(Exercise description): Where a line of the listing below includes the word "Townsend", reproduce that line.

##############################

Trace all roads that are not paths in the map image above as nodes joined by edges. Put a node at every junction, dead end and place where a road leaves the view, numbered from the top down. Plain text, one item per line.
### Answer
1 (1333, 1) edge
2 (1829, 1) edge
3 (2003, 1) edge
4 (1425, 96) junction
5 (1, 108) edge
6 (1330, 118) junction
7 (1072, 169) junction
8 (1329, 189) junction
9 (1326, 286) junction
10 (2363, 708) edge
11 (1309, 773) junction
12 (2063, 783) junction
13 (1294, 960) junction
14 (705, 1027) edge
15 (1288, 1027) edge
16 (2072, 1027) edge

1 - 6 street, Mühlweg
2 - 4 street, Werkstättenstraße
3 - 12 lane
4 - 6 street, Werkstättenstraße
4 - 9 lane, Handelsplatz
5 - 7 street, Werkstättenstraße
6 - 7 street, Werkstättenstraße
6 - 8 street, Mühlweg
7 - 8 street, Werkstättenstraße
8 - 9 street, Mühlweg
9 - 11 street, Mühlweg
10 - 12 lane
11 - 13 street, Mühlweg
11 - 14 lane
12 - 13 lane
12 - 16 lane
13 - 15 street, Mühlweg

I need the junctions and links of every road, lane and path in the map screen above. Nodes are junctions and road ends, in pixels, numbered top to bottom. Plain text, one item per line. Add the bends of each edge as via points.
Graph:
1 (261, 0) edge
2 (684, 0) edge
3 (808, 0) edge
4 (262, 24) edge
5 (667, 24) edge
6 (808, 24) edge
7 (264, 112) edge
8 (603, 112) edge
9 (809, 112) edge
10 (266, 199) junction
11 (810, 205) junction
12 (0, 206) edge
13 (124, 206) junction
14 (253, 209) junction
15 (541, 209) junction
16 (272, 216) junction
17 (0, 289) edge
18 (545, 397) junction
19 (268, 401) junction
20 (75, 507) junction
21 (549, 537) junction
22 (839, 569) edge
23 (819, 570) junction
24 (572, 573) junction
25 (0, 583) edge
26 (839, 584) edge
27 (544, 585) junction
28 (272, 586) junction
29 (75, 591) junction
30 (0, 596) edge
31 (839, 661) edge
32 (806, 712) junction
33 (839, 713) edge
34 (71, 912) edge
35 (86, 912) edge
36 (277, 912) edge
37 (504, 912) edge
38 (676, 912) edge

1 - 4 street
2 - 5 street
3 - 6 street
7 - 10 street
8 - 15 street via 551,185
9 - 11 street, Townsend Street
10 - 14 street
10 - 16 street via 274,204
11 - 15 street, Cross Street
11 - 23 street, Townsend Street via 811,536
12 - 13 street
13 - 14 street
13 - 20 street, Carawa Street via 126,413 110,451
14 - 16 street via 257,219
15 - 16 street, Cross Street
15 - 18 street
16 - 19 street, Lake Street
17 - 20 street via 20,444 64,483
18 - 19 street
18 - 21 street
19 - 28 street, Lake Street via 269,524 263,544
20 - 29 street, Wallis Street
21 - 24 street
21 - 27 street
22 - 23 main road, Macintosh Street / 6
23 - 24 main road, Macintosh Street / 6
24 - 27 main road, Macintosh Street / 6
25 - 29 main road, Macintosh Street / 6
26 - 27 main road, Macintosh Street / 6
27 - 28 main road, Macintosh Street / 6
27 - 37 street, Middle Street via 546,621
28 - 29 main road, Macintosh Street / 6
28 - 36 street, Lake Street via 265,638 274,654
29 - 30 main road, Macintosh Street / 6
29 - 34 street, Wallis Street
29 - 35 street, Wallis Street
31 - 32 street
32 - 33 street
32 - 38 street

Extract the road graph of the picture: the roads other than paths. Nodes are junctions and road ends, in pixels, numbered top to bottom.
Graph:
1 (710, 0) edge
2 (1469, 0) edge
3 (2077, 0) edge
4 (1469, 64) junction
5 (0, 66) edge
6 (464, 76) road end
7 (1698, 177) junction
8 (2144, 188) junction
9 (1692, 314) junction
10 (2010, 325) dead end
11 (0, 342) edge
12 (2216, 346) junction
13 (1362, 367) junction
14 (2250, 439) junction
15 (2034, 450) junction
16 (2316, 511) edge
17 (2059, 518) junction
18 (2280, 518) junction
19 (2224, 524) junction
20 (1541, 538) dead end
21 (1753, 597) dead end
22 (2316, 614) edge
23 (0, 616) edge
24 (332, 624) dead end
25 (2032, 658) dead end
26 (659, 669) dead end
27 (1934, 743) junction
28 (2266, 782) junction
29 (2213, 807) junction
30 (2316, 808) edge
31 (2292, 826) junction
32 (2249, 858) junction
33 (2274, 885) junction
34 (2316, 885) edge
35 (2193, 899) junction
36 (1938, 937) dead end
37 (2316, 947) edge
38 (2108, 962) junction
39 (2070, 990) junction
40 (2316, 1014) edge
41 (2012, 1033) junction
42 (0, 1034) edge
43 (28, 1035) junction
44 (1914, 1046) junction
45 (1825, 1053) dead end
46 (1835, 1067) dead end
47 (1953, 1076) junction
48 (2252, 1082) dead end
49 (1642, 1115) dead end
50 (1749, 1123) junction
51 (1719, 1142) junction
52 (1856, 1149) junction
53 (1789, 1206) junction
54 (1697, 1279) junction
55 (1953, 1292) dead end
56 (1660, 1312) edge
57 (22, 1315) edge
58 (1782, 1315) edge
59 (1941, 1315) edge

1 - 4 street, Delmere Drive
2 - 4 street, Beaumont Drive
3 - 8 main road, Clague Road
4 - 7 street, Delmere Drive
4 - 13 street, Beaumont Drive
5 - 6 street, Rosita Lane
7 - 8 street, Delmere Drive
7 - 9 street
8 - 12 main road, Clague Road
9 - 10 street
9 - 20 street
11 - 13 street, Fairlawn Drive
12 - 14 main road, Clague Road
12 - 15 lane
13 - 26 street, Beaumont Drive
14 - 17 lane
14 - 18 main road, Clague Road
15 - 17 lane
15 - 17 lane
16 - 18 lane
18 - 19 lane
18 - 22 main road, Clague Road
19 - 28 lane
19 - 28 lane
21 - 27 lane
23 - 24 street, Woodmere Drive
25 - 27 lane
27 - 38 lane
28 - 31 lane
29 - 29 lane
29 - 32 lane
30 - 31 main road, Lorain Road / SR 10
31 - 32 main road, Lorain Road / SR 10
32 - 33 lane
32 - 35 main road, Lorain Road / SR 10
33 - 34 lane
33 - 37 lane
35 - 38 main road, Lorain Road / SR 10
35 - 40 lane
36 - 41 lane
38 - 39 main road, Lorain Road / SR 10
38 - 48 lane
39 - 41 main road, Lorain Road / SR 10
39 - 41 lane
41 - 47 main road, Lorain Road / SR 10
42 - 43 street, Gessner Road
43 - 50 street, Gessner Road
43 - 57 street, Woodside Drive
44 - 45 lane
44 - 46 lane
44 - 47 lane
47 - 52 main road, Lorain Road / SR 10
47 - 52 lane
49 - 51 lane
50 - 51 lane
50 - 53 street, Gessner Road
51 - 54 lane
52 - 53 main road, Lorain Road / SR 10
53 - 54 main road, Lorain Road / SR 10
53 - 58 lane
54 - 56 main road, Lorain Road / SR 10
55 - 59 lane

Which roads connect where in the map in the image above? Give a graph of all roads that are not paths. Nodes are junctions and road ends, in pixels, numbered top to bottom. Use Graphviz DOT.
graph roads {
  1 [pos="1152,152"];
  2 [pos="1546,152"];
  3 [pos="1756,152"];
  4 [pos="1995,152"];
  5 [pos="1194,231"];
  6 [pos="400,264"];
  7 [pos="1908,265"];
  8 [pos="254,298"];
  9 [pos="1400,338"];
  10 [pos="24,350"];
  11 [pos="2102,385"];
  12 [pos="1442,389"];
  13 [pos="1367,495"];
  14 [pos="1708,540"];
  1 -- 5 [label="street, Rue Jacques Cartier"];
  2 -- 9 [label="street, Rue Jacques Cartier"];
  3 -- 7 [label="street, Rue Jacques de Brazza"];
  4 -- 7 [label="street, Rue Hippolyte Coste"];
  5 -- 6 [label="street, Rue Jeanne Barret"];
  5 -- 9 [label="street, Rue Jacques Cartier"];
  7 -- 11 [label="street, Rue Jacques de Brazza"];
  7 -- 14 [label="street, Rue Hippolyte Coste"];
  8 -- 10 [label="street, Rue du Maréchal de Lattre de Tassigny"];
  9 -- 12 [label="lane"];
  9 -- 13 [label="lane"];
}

##############################

(Written answer):
9 - 11 street, Townsend Street
11 - 23 street, Townsend Street via 811,536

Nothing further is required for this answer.